第八十五章 听花影
南宫墨把万香谷的故事说的这样引我入胜,进谷之前,我免不了就会在脑海中,反复勾勒着大美人和万香谷的形象。
我只能说,我把想象力发挥到了极致,也还是在看到实景的那一刻,用力在心底里欢呼雀跃了一下。
这才是小时候三哥讲给我听的南方,这才是我想象的万香谷。
凝云集气,百里点苍,山巅聚湖,十里奇香。
山势雄伟、气势磅礴,高山草坡连成片,满目芳草香。
山间百花丛生,空中有凌云栈道,超然脱俗,宁静悠远而又五彩缤纷。
微风轻拂,石林遍布,林木葱茏,一片花海。
石林拔地而起,参差峰峦,千姿百态。
巨大的灰黑色石柱,昂首苍穹,直指青天,远望犹如一片莽莽苍苍的黑色森林。
前行不远,几十株巨大的花树,矗立在眼前。
树干粗壮,十几个人才能抱得过来,枝桠上硕大的花朵,竞相怒放。
花色由白到粉,由粉到紫,由紫到红,嫣然绽放,暗香远袭。
不过,我们真的是运气背到了家,才一进谷就遇上了内务纷争。
那红衣女子背对着我们来路的方向,冷声道:“梅婴,我可真是小看你了,委实不知这暗箭伤人的事你竟做到我的头上来了。你也摸摸自个儿的良心问问,素日里我对你如何。”
那叫梅婴的白衣女子不做声,默默地站在花瓣背后。
那红衣女子又道:“你今日这么着,是替谷主来的吧,想怎么做直说吧,何必躲躲藏藏的。”
那白衣女子轻轻地叫了声:“云妩。”
那叫云妩的,苦笑着摇了摇头:“事到如今还说这些做甚么,左右不过是我使了唐门的暗器。不过今儿个我倒是要问上一问,不知尉迟谷主何时何地说过使不得唐门的暗器,又不知是哪一个嚼舌根的在谷主面前告了我一状。梅婴,你为了谷主,这么样子对我值得吗,我素日里都是怎么样子对你的,你的心里还不清楚吗?你就当真如此恨我,如此想我出谷?”
梅婴道:“云妩,这也是没有办法的事,谷主的脾气你是明白的,若不是你有错在先,谷主何至于就要罚你了。”

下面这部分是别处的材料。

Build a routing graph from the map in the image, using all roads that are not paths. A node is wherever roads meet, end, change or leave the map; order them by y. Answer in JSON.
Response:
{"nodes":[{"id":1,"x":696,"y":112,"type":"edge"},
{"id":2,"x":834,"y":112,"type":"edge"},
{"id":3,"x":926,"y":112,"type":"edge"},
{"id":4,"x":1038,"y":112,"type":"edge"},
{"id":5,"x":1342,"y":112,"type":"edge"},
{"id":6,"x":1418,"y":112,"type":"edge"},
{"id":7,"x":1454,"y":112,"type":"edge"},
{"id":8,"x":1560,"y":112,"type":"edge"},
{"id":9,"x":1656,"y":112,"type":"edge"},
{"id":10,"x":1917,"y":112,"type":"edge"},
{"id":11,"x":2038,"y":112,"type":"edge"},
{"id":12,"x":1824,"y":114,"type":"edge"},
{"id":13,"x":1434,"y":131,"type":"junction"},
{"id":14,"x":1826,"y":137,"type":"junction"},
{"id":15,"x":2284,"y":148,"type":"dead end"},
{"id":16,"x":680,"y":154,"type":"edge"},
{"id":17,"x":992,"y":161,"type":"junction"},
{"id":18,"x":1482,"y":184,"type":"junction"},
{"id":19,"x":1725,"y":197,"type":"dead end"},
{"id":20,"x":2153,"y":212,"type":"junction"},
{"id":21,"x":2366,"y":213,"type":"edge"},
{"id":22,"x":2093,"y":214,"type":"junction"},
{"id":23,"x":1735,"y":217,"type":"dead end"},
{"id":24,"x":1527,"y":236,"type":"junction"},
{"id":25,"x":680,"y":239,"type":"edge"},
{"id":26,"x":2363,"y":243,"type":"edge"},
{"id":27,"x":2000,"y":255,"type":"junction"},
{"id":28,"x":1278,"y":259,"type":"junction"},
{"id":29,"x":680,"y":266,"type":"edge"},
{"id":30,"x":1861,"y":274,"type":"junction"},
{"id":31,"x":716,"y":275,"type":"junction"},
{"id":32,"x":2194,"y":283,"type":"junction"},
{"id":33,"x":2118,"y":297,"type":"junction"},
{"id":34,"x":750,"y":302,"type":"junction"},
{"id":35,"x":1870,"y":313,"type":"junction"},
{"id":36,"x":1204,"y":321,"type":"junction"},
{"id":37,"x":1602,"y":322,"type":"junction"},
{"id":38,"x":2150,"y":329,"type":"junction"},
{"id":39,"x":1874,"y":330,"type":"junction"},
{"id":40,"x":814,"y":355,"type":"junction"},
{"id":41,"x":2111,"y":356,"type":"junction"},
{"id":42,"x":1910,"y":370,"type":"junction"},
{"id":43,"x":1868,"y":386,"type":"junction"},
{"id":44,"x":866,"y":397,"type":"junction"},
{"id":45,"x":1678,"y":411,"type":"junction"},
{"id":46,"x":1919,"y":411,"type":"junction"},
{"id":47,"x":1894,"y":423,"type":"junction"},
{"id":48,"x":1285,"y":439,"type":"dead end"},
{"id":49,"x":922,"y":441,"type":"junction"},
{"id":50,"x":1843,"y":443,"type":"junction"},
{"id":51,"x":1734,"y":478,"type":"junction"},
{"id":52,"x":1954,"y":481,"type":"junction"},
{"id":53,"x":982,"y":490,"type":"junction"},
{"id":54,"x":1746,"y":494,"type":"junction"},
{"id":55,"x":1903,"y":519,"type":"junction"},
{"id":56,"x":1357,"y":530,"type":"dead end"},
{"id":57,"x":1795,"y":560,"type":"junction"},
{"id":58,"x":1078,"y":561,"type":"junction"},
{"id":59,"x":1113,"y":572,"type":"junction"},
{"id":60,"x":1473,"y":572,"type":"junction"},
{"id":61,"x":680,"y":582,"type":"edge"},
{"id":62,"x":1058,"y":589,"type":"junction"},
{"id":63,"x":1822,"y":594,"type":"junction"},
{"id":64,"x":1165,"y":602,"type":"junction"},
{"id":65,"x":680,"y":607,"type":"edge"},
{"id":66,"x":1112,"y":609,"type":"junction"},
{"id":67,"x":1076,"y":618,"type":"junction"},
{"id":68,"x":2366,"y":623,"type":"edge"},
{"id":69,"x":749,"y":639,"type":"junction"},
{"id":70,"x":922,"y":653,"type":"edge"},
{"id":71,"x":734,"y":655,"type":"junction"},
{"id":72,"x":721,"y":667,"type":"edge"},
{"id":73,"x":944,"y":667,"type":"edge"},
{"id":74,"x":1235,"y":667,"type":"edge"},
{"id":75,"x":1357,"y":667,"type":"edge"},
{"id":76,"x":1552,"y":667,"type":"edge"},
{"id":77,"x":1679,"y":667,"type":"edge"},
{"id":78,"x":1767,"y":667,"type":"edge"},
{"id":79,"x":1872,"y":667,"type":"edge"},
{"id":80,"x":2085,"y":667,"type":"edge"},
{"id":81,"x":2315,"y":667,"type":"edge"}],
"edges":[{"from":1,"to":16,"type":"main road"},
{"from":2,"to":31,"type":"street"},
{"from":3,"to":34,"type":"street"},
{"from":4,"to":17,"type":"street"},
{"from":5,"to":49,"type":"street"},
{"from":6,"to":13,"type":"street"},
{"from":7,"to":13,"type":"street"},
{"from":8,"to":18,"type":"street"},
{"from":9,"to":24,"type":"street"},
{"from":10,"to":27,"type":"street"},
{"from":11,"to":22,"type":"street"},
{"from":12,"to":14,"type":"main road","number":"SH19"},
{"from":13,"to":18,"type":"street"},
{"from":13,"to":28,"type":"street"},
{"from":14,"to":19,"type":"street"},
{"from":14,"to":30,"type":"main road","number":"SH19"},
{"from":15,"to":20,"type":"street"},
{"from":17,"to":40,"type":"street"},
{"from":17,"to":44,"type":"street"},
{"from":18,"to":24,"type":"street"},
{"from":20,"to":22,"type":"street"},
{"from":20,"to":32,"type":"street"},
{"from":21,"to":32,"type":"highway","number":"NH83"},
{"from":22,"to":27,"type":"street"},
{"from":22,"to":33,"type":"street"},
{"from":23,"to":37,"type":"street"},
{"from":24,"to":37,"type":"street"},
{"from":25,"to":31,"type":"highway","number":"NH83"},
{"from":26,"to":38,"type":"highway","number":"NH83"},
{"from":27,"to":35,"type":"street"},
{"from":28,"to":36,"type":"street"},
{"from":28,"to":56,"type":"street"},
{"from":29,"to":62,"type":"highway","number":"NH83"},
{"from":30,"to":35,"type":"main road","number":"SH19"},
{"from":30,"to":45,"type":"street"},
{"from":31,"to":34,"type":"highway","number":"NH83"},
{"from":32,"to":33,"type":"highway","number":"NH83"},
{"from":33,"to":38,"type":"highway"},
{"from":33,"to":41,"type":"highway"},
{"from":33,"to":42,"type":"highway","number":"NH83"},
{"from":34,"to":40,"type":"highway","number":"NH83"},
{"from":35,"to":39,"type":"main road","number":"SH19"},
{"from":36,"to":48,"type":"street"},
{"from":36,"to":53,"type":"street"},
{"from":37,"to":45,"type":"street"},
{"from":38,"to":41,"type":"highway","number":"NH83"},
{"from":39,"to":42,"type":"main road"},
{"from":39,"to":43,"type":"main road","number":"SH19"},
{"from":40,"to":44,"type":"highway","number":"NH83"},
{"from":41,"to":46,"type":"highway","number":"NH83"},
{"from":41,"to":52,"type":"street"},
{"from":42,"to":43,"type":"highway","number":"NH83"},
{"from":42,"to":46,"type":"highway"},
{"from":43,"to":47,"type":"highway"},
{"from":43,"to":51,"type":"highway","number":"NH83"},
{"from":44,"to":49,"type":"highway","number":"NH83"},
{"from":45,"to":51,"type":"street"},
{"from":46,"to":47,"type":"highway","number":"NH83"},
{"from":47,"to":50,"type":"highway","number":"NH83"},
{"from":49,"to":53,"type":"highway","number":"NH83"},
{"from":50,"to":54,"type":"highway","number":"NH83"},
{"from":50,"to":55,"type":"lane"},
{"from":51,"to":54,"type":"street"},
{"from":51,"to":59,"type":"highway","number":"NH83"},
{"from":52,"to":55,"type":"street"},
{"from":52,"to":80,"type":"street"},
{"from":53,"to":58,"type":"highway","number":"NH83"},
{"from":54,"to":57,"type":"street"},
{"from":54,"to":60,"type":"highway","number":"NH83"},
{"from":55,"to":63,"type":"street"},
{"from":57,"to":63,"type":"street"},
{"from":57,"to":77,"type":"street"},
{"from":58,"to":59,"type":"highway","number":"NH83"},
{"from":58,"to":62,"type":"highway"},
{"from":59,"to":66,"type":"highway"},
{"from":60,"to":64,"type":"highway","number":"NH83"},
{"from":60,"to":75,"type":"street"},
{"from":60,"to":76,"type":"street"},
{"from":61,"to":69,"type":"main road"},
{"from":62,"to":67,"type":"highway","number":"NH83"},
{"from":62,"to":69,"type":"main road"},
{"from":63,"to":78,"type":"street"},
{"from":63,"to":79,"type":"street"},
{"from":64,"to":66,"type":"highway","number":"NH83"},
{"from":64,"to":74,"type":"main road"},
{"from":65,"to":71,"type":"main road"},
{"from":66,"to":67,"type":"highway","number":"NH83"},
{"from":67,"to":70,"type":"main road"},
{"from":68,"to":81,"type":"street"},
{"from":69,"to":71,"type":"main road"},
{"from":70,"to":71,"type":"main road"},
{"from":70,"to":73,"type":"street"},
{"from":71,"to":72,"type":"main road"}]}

“当真是谷主要罚我的吗?梅婴,你的用心,实在是太险恶。少在这里装可怜,装纯情,把自己洗得一清二白了,别说这事情同你半点关系都没有。你喜欢谷主,这里谁人不知谁人不晓。谷主派你在我们身边蛰伏着,不就是为了打探消息的吗,你倒是扪心自问,这里受过罚的姐妹,谁又不是莫名其妙吃了你的亏,谁又不是因为不晓得应该提防你,而被谷主探去了心中的想法,这一些,难道都不是你的错吗?”
那红衣女子愈说愈来气,愈说愈火大。
衣衫一摆,脚步连踏,双手十字形交叠着举在胸前,紧接着往两侧一挥。
地上粉白色的花瓣,犹如活了一般,一片又一片,徐徐上浮着围在她的身边,化作一道屏障。
梅婴以指代笔,徒手在半空中画了个符印。
霎时间漫出几道虚影,时而五进四,时而三化六,时而二转七,重重叠叠,使得云妩难以进攻。
两人僵持了几招,梅婴仍是没有破开云妩的花瓣阵。
腰身一拧,飞身来到屋顶,一挥手中的花毒,飞身向云妩杀去。
云妩轻身一跃,躲开她撒过的花毒,落在她的身侧。
一个转身,柔劲化力撞向梅婴。
梅婴抵挡不住,擦着屋顶的瓦片,直直滑落下去。
云妩一挥手中的水袖,顺势缠在她的腰间,轻轻一用力,人就被拽了上来。
梅婴喘了口气道:“云妩,别这样,我,我可以去跟谷主求情,让他不要赶你走,成吗?”
云妩没有说话,她感受到了一股不属于自己和梅婴,不属于万香谷里任何一个人的内力,内力不太浑厚,但也不是普通人。
梅婴见她没有说话,趁机反扣了她的手腕。
云妩回手又是一击,向梅婴的颈胸之间斜劈过去:“闹出事情才来装好人,我不要你可怜,留着你的求情给自己用去吧。”
梅婴的轻功还是不错的,就像一片飘落的树叶。
轻轻的躲了开来,眼睛里满是委屈的神色。
云妩手中的花毒和气剑,一招紧似一招,一招快似一招的向她逼去。
这一回梅婴只守不攻,全部依仗着轻功,躲避云妩的攻击。
慢慢的,云妩放慢了进攻的速度。半空中一个急转,猛地收手。
飞起一脚,向梅婴的面门踢去,梅婴一个后空翻,落在她的身后。
落地时假装扭伤了脚踝,大声的惊叫了一声,向前跪下。
云妩听见她的惊叫声,以为她真的受伤了,一步跃到她的身后。
忙俯身扶她道:“怎么样了?伤到哪里了?”
梅婴反手一挥,手中的内力,由下向上向云妩刺过去。
云妩没来得及反应,也没有躲开这一招。
只听刺啦一声,飞快倒退的云妩,感觉胸前一阵冰凉。
她的胸前,因为梅婴的攻击,而划开了一道豁口,里衣露了出来。
云妩的右手,快速捏起一个印珈来,道:“梅婴,你……”
话未说完,一个侍女模样的女子,小跑着过来道:“谷主请梅楼主,云堂主到万香楼来一趟。”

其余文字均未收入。